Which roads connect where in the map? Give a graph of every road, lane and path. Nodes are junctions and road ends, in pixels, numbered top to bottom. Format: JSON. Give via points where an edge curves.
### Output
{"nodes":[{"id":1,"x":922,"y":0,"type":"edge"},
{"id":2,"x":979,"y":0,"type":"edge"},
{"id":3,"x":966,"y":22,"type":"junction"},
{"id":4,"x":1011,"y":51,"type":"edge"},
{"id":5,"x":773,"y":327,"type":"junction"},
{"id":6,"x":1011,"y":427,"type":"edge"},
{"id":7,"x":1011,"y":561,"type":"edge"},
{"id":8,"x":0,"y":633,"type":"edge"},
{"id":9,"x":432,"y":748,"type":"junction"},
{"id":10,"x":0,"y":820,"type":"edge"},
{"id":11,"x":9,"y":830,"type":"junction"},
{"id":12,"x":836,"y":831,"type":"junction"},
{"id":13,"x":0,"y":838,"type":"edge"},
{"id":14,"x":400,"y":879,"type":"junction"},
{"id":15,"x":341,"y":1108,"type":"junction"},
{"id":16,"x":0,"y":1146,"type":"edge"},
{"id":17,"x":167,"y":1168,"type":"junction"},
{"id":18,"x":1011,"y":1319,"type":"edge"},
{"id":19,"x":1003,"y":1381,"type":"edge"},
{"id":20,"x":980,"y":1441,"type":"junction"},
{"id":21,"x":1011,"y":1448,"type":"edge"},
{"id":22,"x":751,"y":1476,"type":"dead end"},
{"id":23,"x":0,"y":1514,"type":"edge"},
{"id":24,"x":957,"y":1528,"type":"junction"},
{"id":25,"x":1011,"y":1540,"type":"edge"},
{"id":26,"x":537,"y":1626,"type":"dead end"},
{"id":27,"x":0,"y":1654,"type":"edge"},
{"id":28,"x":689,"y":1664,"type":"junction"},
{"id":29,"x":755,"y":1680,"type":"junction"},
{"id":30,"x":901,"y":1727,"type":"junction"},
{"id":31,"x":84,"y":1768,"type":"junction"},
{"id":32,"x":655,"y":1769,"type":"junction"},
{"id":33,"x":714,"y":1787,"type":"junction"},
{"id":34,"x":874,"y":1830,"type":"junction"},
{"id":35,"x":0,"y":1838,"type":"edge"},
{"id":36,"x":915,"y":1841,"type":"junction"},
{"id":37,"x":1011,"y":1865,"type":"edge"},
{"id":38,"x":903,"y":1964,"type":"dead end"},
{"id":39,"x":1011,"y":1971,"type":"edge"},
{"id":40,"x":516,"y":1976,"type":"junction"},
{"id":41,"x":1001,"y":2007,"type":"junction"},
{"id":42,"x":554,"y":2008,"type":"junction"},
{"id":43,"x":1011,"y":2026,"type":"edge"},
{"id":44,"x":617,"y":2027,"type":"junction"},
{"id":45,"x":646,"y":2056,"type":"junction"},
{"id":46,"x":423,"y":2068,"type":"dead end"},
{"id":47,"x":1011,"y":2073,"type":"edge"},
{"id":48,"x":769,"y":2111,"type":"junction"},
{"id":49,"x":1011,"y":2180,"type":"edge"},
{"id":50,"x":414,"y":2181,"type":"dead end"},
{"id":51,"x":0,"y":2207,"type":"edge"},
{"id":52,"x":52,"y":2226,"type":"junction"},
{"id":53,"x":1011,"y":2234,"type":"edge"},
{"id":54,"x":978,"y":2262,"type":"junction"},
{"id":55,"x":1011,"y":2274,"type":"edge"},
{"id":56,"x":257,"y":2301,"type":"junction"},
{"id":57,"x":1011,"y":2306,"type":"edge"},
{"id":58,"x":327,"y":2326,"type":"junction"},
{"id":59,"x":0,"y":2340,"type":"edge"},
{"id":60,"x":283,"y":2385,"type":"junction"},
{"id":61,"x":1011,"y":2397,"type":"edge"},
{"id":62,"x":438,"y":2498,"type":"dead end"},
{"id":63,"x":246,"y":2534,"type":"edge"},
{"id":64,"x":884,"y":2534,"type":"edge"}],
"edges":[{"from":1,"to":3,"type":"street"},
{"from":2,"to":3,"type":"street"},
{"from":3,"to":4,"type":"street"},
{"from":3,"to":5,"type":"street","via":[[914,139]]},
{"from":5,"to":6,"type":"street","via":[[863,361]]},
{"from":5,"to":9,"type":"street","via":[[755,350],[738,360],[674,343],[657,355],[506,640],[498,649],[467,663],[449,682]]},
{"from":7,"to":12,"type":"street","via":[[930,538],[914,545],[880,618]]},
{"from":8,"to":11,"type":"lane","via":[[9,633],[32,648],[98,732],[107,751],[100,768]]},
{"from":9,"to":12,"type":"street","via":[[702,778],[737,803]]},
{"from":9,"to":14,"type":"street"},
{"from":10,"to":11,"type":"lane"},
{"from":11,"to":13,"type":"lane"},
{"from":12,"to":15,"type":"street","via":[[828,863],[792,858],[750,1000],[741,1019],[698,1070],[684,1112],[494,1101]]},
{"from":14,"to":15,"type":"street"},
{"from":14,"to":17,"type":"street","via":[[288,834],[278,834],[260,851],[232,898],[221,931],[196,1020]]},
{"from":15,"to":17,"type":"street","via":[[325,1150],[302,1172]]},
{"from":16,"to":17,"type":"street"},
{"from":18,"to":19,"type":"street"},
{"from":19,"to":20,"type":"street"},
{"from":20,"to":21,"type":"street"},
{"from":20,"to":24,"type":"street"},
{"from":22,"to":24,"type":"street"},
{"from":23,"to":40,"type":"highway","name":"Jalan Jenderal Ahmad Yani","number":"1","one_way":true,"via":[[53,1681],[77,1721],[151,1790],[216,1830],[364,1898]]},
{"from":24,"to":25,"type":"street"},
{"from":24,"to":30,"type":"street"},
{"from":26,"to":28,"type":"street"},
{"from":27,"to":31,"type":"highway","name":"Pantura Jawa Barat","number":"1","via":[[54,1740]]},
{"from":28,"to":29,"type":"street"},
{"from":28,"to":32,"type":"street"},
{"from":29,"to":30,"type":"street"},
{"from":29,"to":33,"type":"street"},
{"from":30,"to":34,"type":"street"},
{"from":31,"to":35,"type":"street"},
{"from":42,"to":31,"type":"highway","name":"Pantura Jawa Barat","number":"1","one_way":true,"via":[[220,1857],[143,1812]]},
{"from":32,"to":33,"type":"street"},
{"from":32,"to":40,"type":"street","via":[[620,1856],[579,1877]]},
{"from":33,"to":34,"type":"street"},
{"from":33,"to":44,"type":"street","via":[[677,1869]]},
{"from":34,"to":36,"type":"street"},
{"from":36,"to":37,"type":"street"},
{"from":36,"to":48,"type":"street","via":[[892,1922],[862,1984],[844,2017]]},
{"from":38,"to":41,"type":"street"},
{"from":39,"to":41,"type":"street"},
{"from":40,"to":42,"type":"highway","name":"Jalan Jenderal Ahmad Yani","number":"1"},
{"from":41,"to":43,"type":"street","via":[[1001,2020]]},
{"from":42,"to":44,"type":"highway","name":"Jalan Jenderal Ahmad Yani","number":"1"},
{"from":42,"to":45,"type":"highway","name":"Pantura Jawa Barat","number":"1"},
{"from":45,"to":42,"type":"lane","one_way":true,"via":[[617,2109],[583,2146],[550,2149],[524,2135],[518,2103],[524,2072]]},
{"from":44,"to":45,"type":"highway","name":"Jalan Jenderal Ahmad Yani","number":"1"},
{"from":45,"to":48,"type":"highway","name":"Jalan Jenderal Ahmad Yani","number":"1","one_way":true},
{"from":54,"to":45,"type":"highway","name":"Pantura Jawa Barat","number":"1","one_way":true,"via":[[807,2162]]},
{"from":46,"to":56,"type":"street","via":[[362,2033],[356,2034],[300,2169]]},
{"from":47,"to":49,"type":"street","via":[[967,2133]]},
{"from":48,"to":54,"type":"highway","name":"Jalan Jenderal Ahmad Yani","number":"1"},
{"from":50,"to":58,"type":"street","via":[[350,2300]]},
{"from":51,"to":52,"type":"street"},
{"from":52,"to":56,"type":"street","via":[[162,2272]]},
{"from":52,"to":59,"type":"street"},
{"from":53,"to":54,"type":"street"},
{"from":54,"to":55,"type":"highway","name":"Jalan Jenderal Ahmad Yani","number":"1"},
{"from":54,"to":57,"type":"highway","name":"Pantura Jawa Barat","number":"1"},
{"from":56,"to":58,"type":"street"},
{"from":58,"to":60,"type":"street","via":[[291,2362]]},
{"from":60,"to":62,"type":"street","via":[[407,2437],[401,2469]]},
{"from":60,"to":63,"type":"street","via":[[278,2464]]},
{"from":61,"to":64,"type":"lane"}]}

◇ ◇ ◇ ◇ ◇

What you should do
Check each line in the entries above for the string "dead", then give the number of matching lines alone.

Task answer
6